My current research focuses on using the luminescence signals of the feldspar and quartz for provenance analysis, and modelling charge build up in thermally and optically dynamic environments to constrain the temporal variation of Earth`s surface temperature (palaeothermometry) with the last few tens of thousands of years. I am currently working on reconstructing latitudinal and altitudinal temperature gradients from the Last Glacial Maximum to the Present. We will apply this method to a range of different study areas reaching from the equator (Ruwenzori Mountains, Uganda) to high latitudes (Norway) to establish how the meridional surface air temperature evolved through time. Additionally, we will investigate two altitudinal transects (~1000–4000 m) in the inner tropics (Ruwenzori Mountains) and mid-latitudes (Mt Blanc) to capture past changes in the adiabatic lapse rate
I obtained a B.Sc. (Hon) in Applied physics (Material Science option), from the former Kigali Institute of Science and Technology (KIST), now College of Science and Technology, University of Rwanda. I moved to Rhodes University, South Africa for a master’s degree in experimental solid-state physics with an emphasis on the physics of luminescence, which I completed in 2014. The aim of master project was to study the mechanisms of thermoluminescence (TL), Phototranssferred thermoluminescence (PTTL) and radioluminescence (RL) in synthetic quartz and to discuss the results in terms of physical characteristics of point defects involved. In 2018 I started my Ph.D. in Geosciences at the University of São Paulo, Brazil, which I completed in 2022. My PhD project focused on the characterization of luminescence signals and the application of Radiofluorescenece for provenance analysis, as well as extending the luminescence dating range using Violet Stimulated Luminescence.
List of publications
- P. Niyonzima, A. O. Sawakuchi, M. Jain, R. Kumar. 2020. Radiofluorescence of quartz from rocks and sediments and its correlation with thermoluminescence and optically stimulated luminescence sensitivities. Ancient TL, Vol. 38, No. 1, 2020.
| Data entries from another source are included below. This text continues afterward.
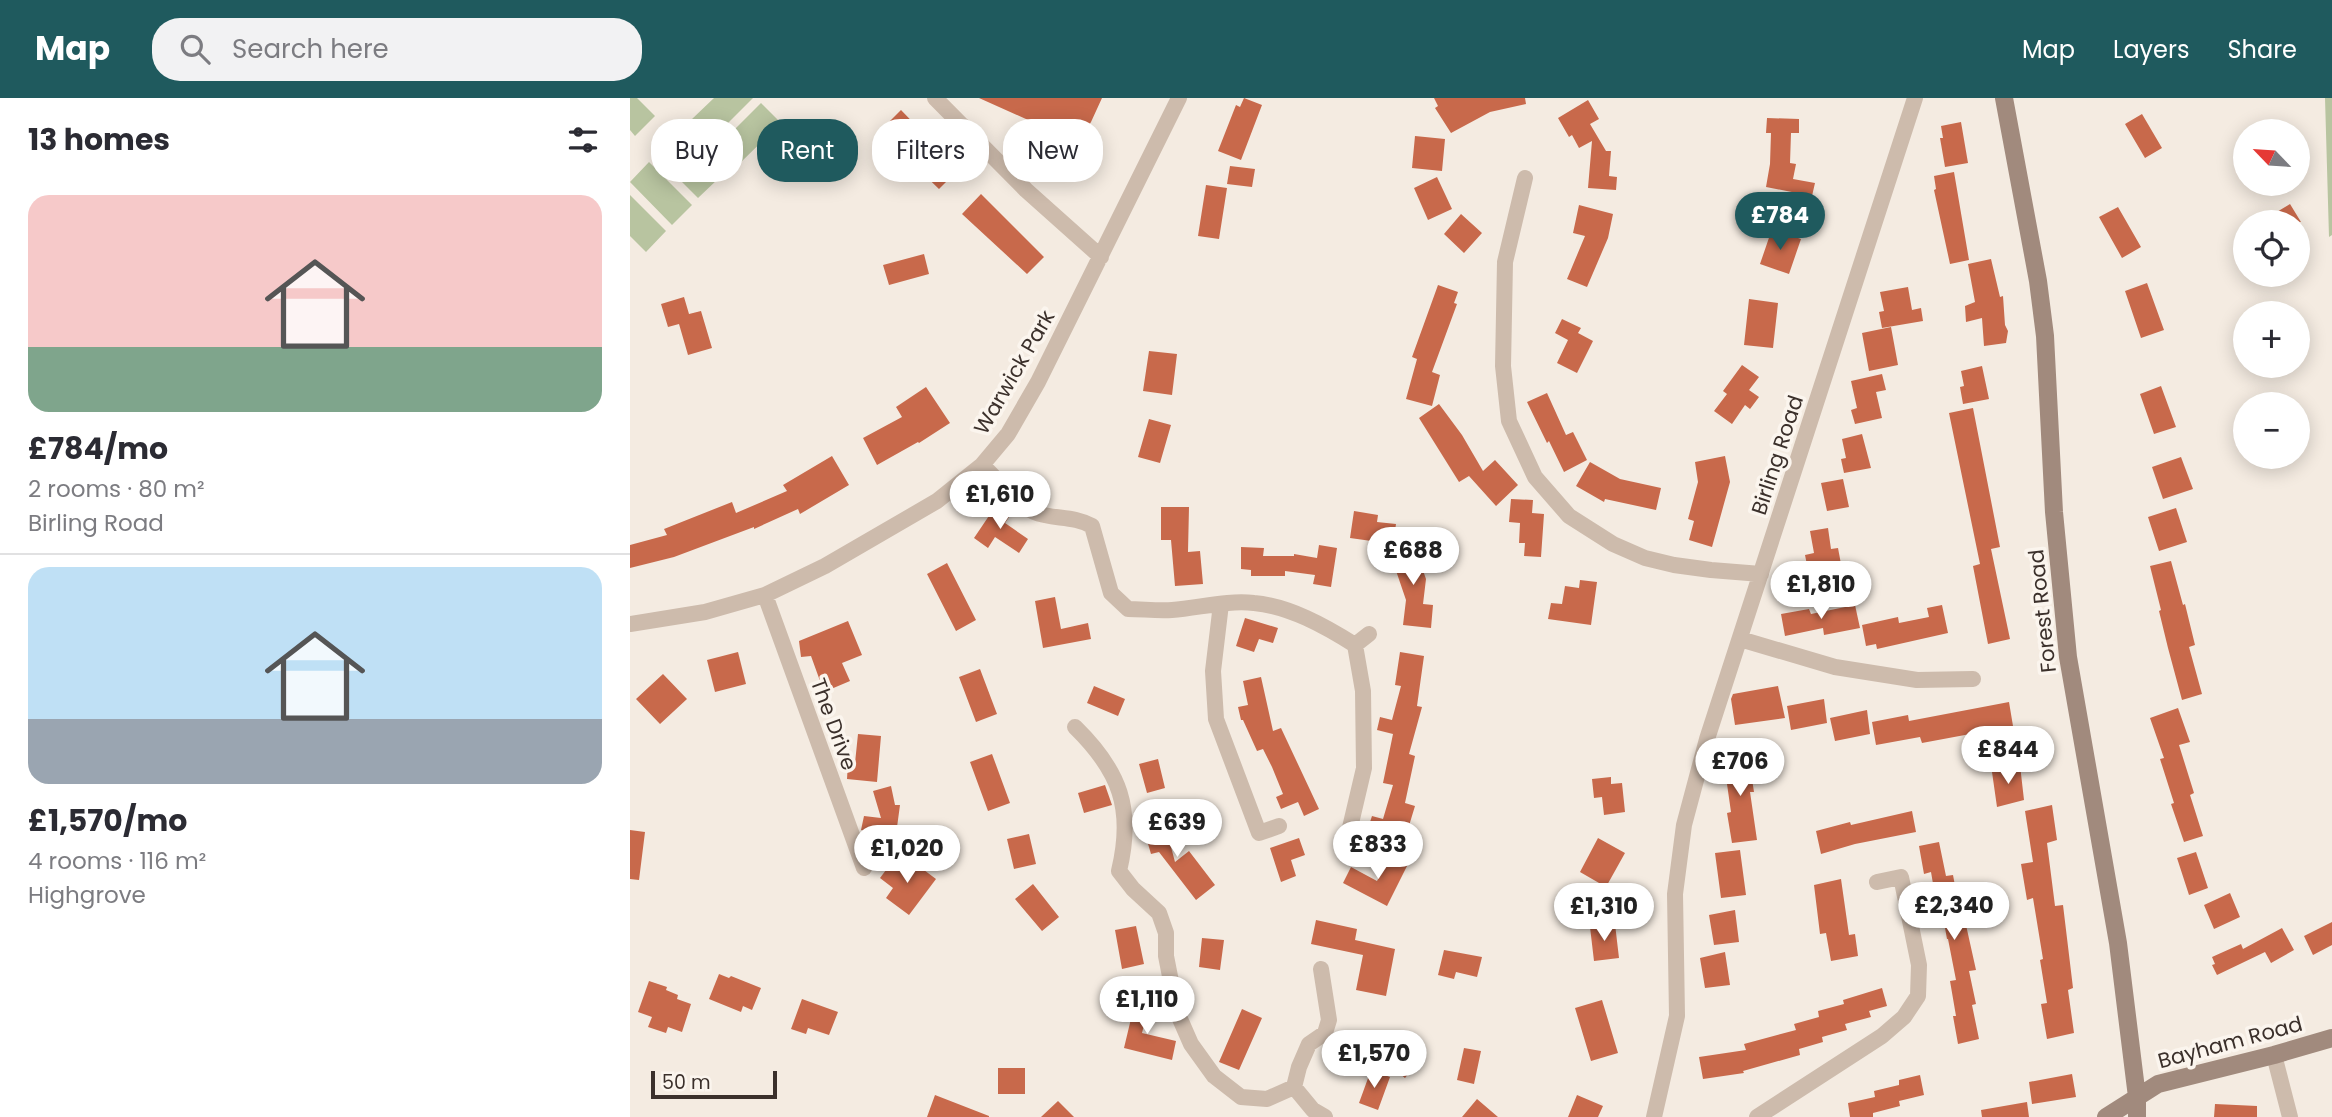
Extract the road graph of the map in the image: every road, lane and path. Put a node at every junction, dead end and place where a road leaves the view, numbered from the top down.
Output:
1 (935, 98) edge
2 (1179, 98) edge
3 (1915, 98) edge
4 (2004, 98) edge
5 (1525, 178) dead end
6 (1101, 257) junction
7 (982, 465) junction
8 (1761, 574) junction
9 (765, 594) junction
10 (1221, 604) junction
11 (630, 624) edge
12 (1369, 634) dead end
13 (1740, 639) junction
14 (1354, 645) junction
15 (1973, 679) dead end
16 (1075, 727) dead end
17 (1279, 826) dead end
18 (1349, 836) dead end
19 (864, 869) dead end
20 (1877, 882) dead end
21 (1321, 969) dead end
22 (2332, 1038) edge
23 (2274, 1055) junction
24 (1294, 1087) junction
25 (2137, 1097) junction
26 (1325, 1117) edge
27 (1654, 1117) edge
28 (1757, 1117) edge
29 (2106, 1117) edge
30 (2137, 1117) edge
31 (2290, 1117) edge

1 - 6 street
2 - 6 street, Warwick Park
3 - 8 street, Birling Road
4 - 25 street, Forest Road
5 - 8 street
6 - 7 street, Warwick Park
7 - 9 street, Warwick Park
7 - 10 street
8 - 13 street, Birling Road
9 - 11 street, Warwick Park
9 - 19 street, The Drive
10 - 14 street
10 - 17 street
12 - 14 street
13 - 15 street
13 - 27 street, Birling Road
14 - 18 street
16 - 24 street
20 - 28 street
21 - 24 street
22 - 23 street, Bayham Road
23 - 25 street, Bayham Road
23 - 31 street
24 - 26 street
25 - 29 street, Bayham Road
25 - 30 street, Forest Road

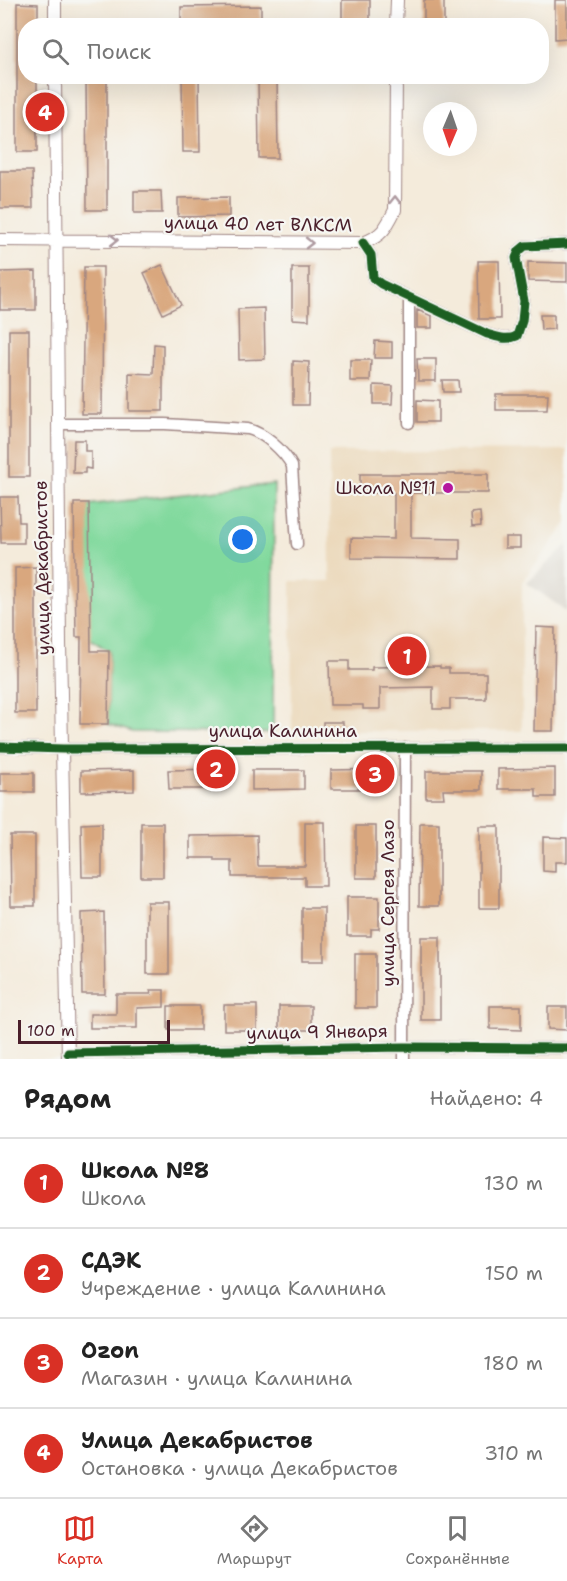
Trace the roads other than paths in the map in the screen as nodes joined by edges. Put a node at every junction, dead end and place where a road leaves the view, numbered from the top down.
1 (55, 0) edge
2 (397, 0) edge
3 (55, 18) edge
4 (396, 18) edge
5 (55, 84) edge
6 (396, 84) edge
7 (0, 240) edge
8 (55, 240) junction
9 (363, 243) junction
10 (567, 244) edge
11 (409, 298) junction
12 (409, 423) dead end
13 (59, 424) junction
14 (297, 544) dead end
15 (0, 747) edge
16 (405, 748) junction
17 (567, 748) edge
18 (63, 749) junction
19 (404, 1047) junction
20 (567, 1048) edge
21 (68, 1056) edge
22 (404, 1059) edge

1 - 3 main road
2 - 4 main road
5 - 8 main road, улица Декабристов
9 -> 6 main road
7 - 8 main road, улица 40 лет ВЛКСМ
8 -> 9 main road, улица 40 лет ВЛКСМ
8 - 13 main road, улица Декабристов
9 - 11 street, улица 40 лет ВЛКСМ
10 - 11 street, улица 40 лет ВЛКСМ
11 - 12 street
13 - 14 street
13 - 18 main road, улица Декабристов
15 - 18 street, улица Калинина
16 - 17 street, улица Калинина
16 - 18 street, улица Калинина
16 - 19 street, улица Сергея Лазо
18 - 21 main road, улица Декабристов
19 - 20 street, улица 9 Января
19 - 21 street, улица 9 Января
19 - 22 street, улица Сергея Лазо

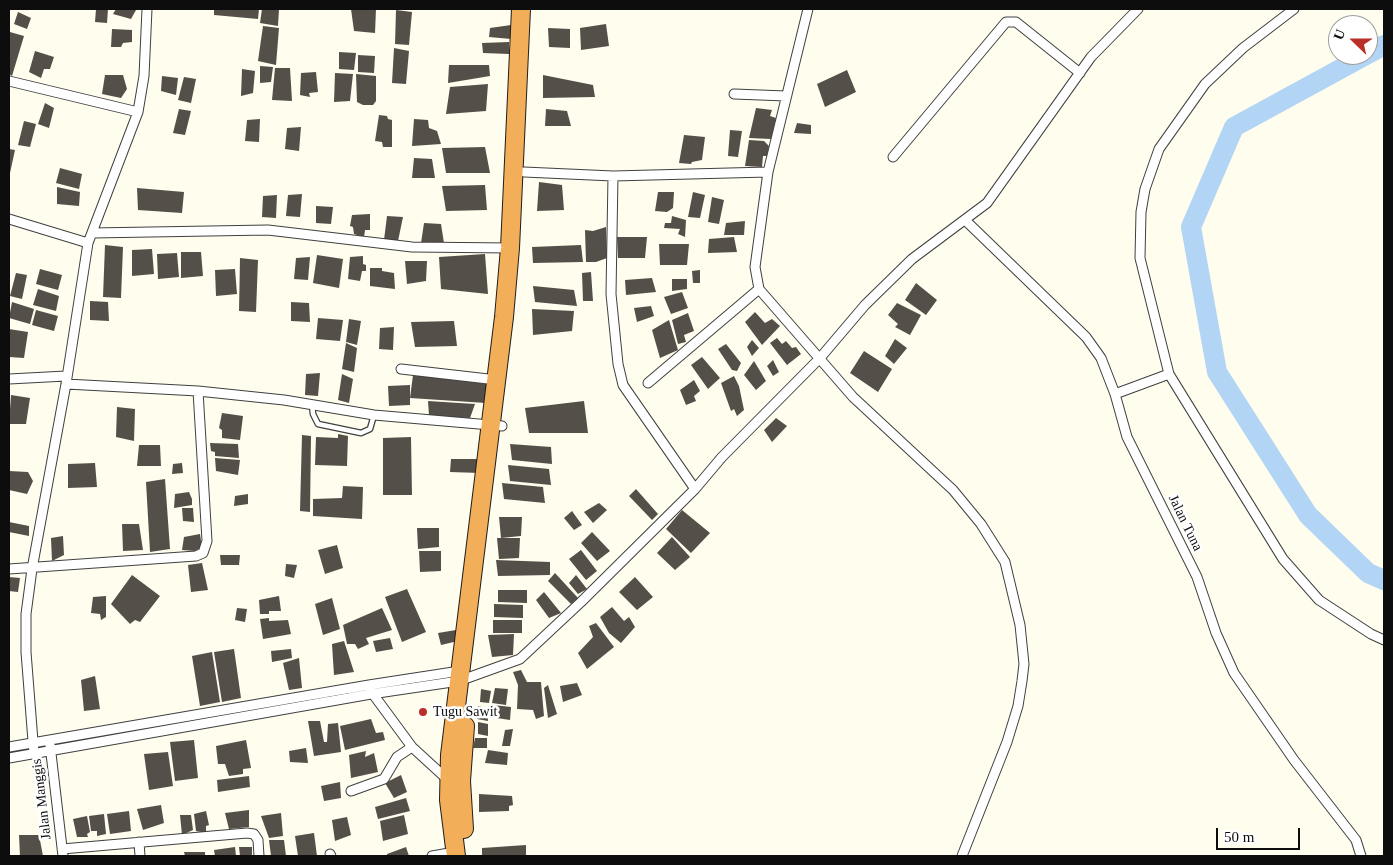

- Niyonzima, P., Sawakuchi, A.O., Bertassoli Jr., D.J., Pupim, F.N., Porat,N., Freire, M.P., Góes, A.M., Rodrigues, F.C.G., 2022. Luminescence dating of quartz from ironstones of the Xingu River, Eastern Amazonia, Quaternary Geochronology, 67, 101241: doi: https://doi.org/10.1016/j.quageo.2021.101241.
- M.L.Chithambo, P.Niyonzima: On isothermal heating as a method of separating closely collocated thermoluminescence peaks for kinetic analysis. Journal of Luminescence 155(2014) 70-78.
- M.L.Chithambo, P. Niyonzima. Radioluminescence of annealed Synthetic quartz. Radiation Measurement 106 (2017)35-39.
- M.L. Chithambo, P. Niyonzima, J.M. Kalita. Phototransferred thermoluminescence of synthetic quartz: Analysis of illumination-time response curves. Journal of Luminescence 198 (2018) 146–154.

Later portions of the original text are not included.